A severe case of incarceritis


Have you ever had a patient come in to the ER accompanied by a couple of police or court officers? Sometimes they don't even get a chance to make it to jail, but most of the time they get a chance to spend at least a few hours in the cell before they get hit by a severe case of incarceritis. Most of the time it's a life-threatening condition that causes the patient to experience extreme level of pain and anxiety. What makes it really worrisome for healthcare professionals is when a patient has a documented (although, in most cases, untraceable) history of a serious preexisting health condition. It can be a MI (which stands for myocardial infarction aka a heart attack), diabetes, CVA (aka stroke), necrotizing fasciitis, testicular torsion (Google these last two if you need to), or any other scary-sounding medical problem that makes you shiver and cross yourself in the hopes that you or your children or your grandchildren or the next seven generations never be cursed to suffer from. 

So when a patient with a history of, let's say, MI presents to the ER complaining of severe epigastric pain accompanied by nausea, shortness of breath, and (according to him) diaphoresis at the onset of symptoms, you, as an emergency nurse, jump into action and unleash a whole slew of all the tests that you can possibly do prior to MD even laying his or her eyes on the patient. Cardiac monitor and a full set of vitals? Done! ECG? Done! Blood work including the troponin level? Done! IV access? Done! Maybe even a 160 mg of baby Aspirin? Done! 


And then, finally, a doc comes into the room and assesses the patient, and orders sublingual Nitro spray q5min PRN for pain. And the first thing that comes out of the patient's mouth is that Nitro NEVER helps with this pain and only gives him headaches. And that if you give him Tylenol or Advil for his headache it won't do any good. And that he needs something stronger than that. And than you realize that you didn't even need to go to med school to confidently diagnose this patient with incarceritis. 

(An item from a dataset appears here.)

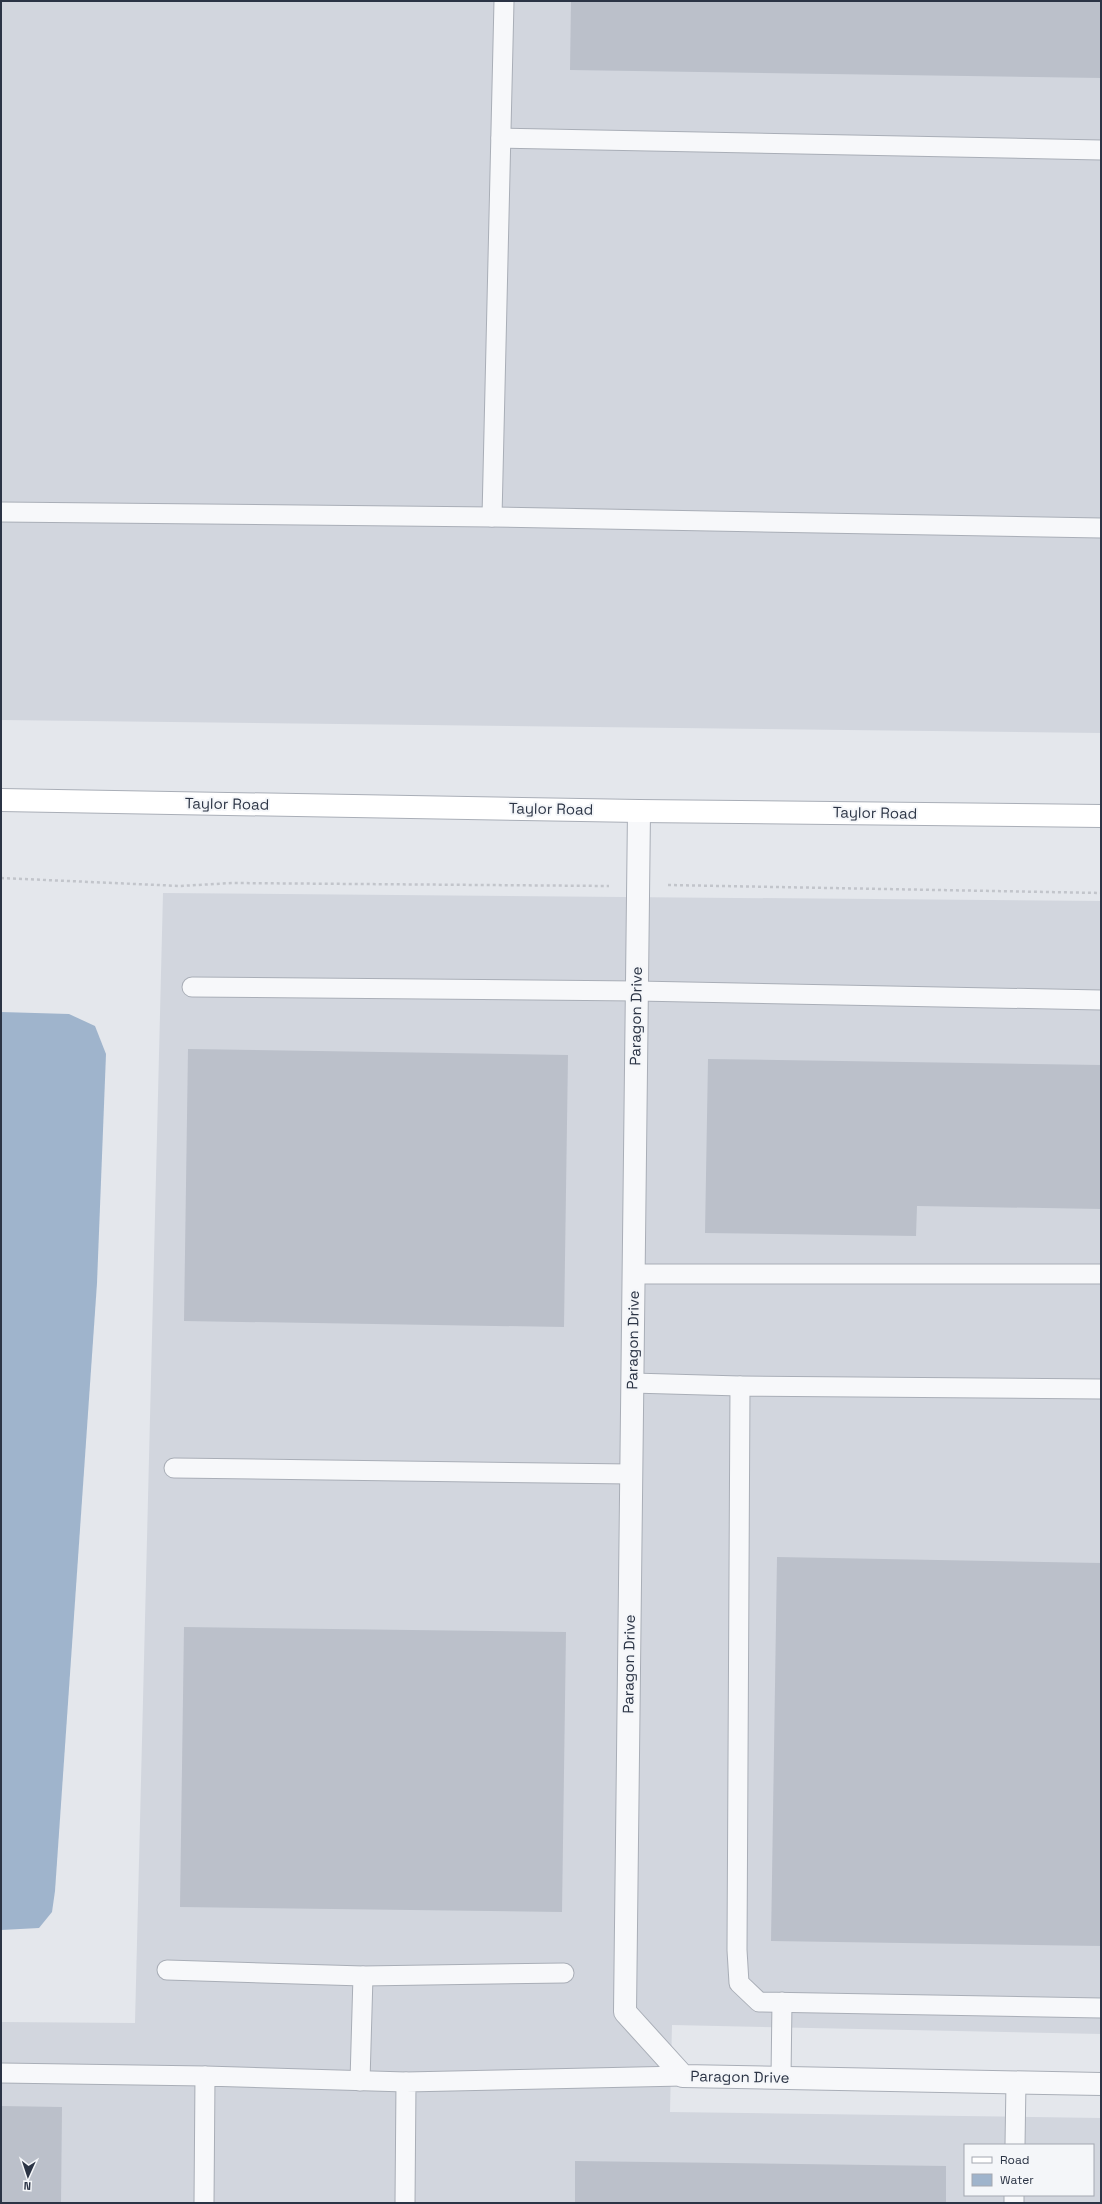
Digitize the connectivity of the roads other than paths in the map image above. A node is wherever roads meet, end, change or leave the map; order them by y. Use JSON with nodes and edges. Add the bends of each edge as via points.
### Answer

And an hour later, as you've already predicted, the patient's blood tests all come back normal, and his troponin level is better than your own, and multiple ECGs that you did on him trying to catch any changes all turn out the same, and two Percocets mysteriously and suddenly relieve his pain, and you ask the doc to please re-assess the patient. The patient gets sent back to jail with the official diagnosis of chest pain NYD, and you give yourself a pat on the back and go buy yourself a latte because you knew all along that the patient suffered from acute incarceritis.